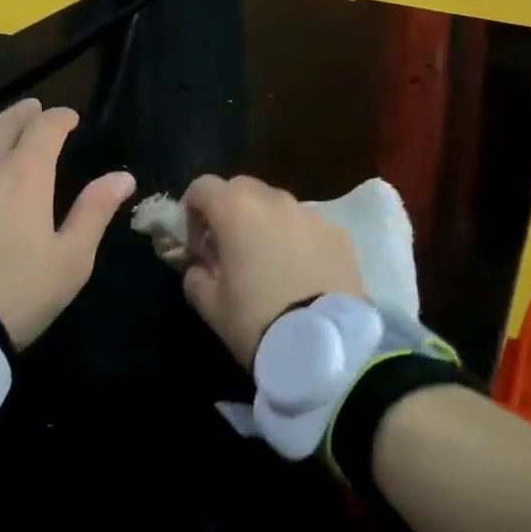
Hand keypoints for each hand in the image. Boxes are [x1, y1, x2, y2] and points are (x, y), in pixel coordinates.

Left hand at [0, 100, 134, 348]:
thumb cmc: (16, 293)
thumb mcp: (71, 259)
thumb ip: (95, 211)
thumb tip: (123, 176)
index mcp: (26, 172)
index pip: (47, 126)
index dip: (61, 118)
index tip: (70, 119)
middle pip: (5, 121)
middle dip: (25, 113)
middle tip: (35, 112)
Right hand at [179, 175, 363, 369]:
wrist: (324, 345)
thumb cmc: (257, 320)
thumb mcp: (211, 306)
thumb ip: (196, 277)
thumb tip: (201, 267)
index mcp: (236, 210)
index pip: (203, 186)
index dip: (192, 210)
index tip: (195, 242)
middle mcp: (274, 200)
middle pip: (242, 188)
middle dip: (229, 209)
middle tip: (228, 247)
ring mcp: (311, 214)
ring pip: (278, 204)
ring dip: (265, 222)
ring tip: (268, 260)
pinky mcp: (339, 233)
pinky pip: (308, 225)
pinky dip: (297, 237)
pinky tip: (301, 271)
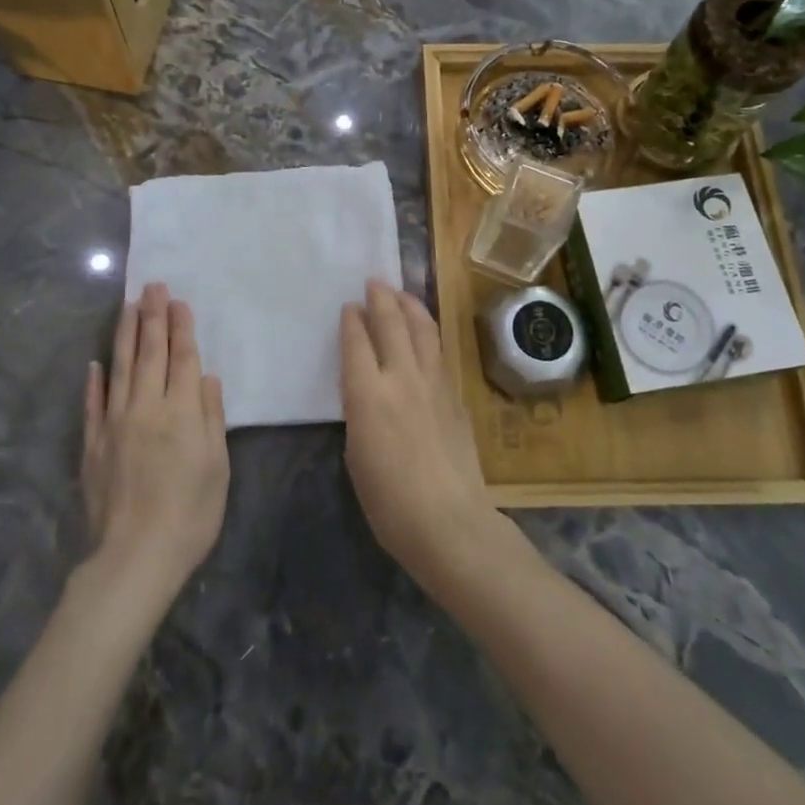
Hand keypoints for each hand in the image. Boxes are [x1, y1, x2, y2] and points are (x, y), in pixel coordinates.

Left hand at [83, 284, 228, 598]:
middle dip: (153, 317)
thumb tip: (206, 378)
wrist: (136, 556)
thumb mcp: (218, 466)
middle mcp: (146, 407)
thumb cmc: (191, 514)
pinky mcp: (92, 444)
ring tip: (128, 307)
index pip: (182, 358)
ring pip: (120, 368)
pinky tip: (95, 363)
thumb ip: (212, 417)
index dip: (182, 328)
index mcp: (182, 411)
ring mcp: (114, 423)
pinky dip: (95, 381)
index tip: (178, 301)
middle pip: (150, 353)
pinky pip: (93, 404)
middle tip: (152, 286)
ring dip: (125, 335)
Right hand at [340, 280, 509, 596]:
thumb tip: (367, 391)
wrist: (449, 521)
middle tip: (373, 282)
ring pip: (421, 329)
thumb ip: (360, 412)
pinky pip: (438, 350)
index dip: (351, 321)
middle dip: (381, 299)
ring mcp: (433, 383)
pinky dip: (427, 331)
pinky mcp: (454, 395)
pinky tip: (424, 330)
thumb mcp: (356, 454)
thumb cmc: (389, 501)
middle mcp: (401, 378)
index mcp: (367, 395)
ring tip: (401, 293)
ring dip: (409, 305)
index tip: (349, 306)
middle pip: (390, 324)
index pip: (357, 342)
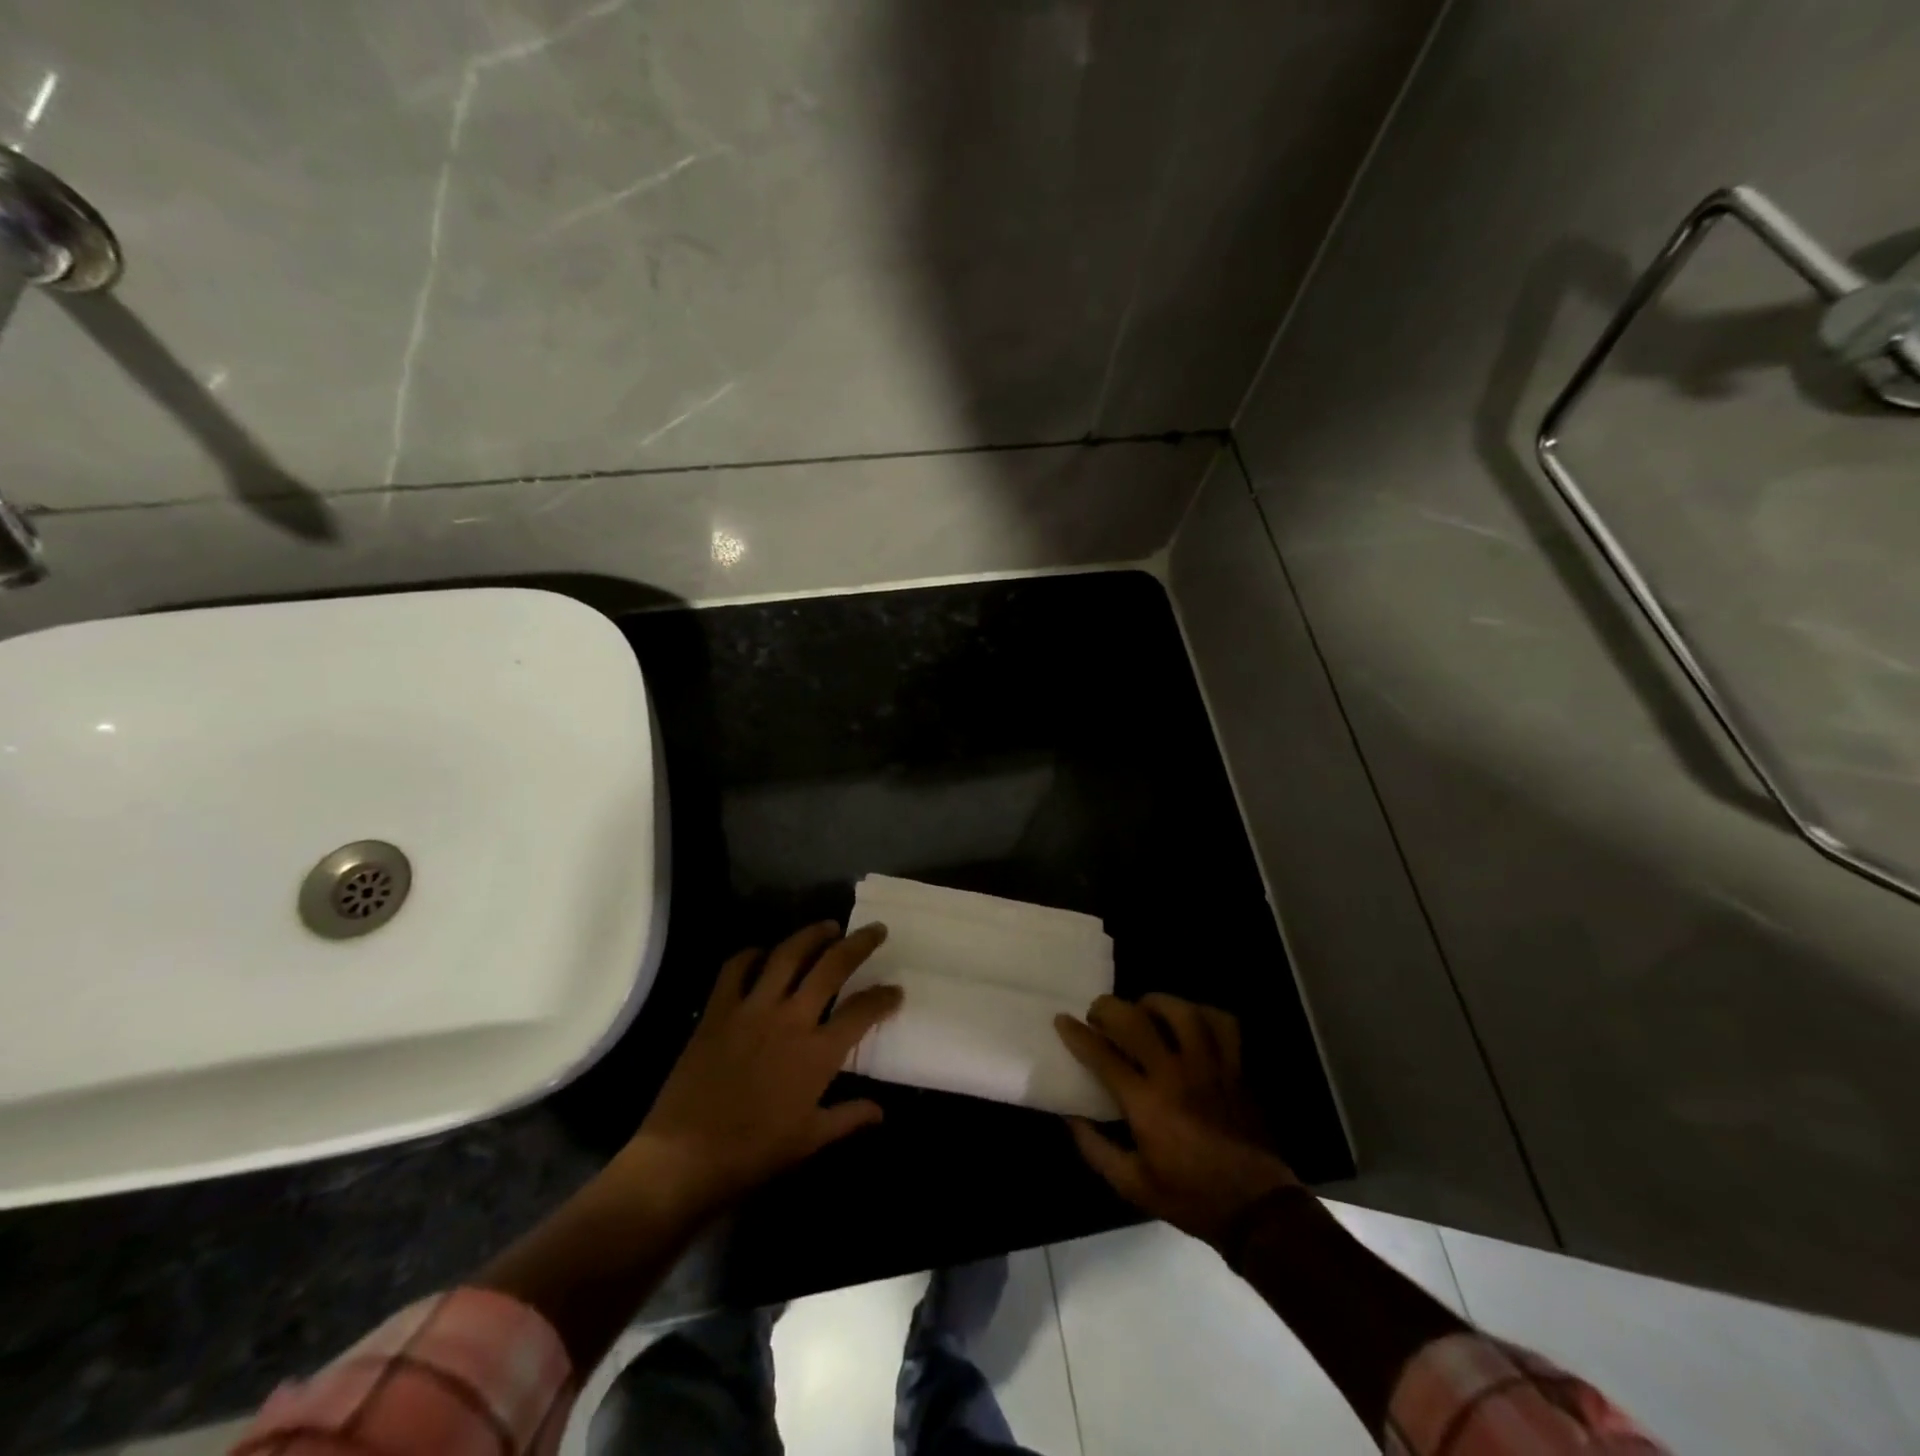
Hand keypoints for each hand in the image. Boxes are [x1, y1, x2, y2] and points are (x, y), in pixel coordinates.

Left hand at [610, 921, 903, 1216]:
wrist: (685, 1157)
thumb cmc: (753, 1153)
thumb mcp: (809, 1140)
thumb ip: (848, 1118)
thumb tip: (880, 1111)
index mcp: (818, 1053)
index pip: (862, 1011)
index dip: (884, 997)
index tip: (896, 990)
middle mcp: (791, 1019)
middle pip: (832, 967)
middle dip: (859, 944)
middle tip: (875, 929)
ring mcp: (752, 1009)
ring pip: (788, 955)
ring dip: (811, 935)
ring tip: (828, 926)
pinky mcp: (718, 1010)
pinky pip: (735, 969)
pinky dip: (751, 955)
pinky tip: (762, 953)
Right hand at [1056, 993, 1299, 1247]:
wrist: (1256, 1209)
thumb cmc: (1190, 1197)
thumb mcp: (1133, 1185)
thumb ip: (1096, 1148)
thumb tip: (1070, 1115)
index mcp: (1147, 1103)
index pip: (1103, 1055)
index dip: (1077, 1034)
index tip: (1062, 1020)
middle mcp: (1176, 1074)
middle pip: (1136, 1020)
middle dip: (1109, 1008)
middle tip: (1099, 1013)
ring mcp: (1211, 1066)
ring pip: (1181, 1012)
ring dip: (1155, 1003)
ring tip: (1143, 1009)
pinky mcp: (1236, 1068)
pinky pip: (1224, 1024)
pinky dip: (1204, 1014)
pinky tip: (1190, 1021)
...
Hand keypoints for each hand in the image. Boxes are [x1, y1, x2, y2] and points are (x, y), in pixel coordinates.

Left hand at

#### THE TASK:
Leaving each picture behind, please give again exactly the lines above from the one with "thumb ip: (360, 412)" through the one with "index mcp: (818, 1053)", both included, and no others.

#### YOUR SOLUTION:
thumb ip: (360, 412)
pinky pip: (438, 350)
index dip: (351, 321)
middle dip: (381, 299)
ring mcp: (433, 383)
pinky dip: (427, 331)
pinky mcp: (454, 395)
pinky tip: (424, 330)
thumb mcp: (356, 454)
thumb cmc: (389, 501)
middle mcp: (401, 378)
index mcp: (367, 395)
ring tip: (401, 293)
ring dip: (409, 305)
index tip: (349, 306)
middle pip: (390, 324)
index pip: (357, 342)
Hand keypoints for each hand in the image. Boxes are [x1, y1, x2, y2] and points are (x, y), in pixel coordinates.

Left hand at [610, 921, 903, 1216]:
wrist: (685, 1157)
thumb cmc: (753, 1153)
thumb mcp: (809, 1140)
thumb ip: (848, 1118)
thumb tip: (880, 1111)
index mcp: (818, 1053)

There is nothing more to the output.